When it came to her education, Varn, who plays flute and is earning a music degree at the Lionel Hampton School of Music, understood that tons of practice is also the best tool for musical success.
Her dedication to her instrument and rehearsals helped her reach an often-distant vista for young performers: Last month, Varn played at Carnegie Hall in New York City.
“It is one of the most prestigious venues in the world for classical and popular music,” Varn said.
Varn, whose goals is to become a professional musician, enrolled at the university at the recommendation of her high school band director, a Vandal alumnus. After joining Lionel Hampton last fall, she applied to the Worldstride Honors Performance Series, which sponsors the Carnegie event, at the urging of a professor.
She auditioned via video and received a letter that her tape was being reviewed.
“And then I waited,” Varn said.
By the end of October, an acceptance letter invited her on a five-day tour that included a performance at Carnegie Hall.
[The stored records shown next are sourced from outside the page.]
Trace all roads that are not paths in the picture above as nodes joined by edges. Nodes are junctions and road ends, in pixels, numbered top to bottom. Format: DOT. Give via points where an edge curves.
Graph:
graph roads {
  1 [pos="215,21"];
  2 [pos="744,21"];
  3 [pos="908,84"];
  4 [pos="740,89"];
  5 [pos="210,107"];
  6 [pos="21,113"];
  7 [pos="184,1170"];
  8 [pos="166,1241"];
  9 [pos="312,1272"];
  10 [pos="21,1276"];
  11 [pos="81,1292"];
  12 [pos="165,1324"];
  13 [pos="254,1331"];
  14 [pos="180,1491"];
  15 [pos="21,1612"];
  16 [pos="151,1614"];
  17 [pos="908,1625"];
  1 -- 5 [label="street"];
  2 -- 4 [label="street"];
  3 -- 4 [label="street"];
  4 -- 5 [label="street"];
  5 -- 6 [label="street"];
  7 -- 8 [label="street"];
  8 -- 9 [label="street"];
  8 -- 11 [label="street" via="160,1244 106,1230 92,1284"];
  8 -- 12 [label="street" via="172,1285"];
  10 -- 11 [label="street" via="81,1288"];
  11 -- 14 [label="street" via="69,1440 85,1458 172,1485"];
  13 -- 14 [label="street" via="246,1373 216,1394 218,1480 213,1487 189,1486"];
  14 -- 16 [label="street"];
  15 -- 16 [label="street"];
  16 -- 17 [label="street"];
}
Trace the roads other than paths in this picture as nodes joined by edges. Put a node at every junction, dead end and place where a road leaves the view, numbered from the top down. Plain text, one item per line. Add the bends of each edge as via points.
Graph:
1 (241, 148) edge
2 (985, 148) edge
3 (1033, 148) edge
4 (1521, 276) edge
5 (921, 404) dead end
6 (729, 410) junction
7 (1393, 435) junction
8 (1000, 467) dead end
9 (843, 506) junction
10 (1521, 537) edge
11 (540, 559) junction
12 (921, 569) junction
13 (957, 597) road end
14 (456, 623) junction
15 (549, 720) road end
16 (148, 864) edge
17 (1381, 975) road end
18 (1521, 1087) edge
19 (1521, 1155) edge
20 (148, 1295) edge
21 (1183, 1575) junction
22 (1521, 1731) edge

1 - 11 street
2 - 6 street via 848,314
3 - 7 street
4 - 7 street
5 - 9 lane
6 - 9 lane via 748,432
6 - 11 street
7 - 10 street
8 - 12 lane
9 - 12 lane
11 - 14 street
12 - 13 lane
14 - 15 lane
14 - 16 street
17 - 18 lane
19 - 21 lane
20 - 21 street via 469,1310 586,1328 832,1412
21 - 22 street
A $800 Office of Undergraduate Research scholarship supported her travel to New York City.
“If you want to be a professional, you have to be completely prepared.”
— Adriana Varn, Undergraduate, Music
“This is an incredible achievement for Adriana as a first-year student majoring in instrumental music performance,” said Leonard Garrison, a distinguished professor of flute and associate director of Lionel Hampton. “As her flute instructor, I’m proud of Adriana’s excellence and rapid progress and am grateful that the OUR supported her.”
Varn, the only student representative from Idaho, traveled alone to New York City and once she arrived, she spent several days rehearsing with a group of student musicians at the Sheraton Hotel in Times Square. Rehearsals started at 8 a.m. and ended at 5 p.m. The stage of Carnegie Hall with its ornate balustrades and epic history was four blocks away.
“The performance hall was not as giant as I expected, but it was very impressive looking,” Varn said. “There was a top floor and bottom floor, and the acoustics sounded great.”
The scores had an American West theme with the symphony performing “Shenandoah,” “Cowboys Life,” and “Buckaroo Holiday.”
“They were all relatively difficult and not something I expected,” Varn said. “I thought we would learn something more classical for such a fancy venue.”
The opportunity taught Varn that being prepared was paramount.
“If you want to be a professional, you have to be completely prepared because you don’t learn on the fly,” she said.
The rehearsals were long and strenuous, and the performance made the experience worthwhile, she said.
“It’s important for our students to experience how the music world functions at the highest level,” Leonard said.
It doesn’t matter what music she is asked to perform, Varn said she would return to Times Square and the country’s greatest music hall if she is invited back.
“If I got the chance, I would do it again a million times,” Varn said.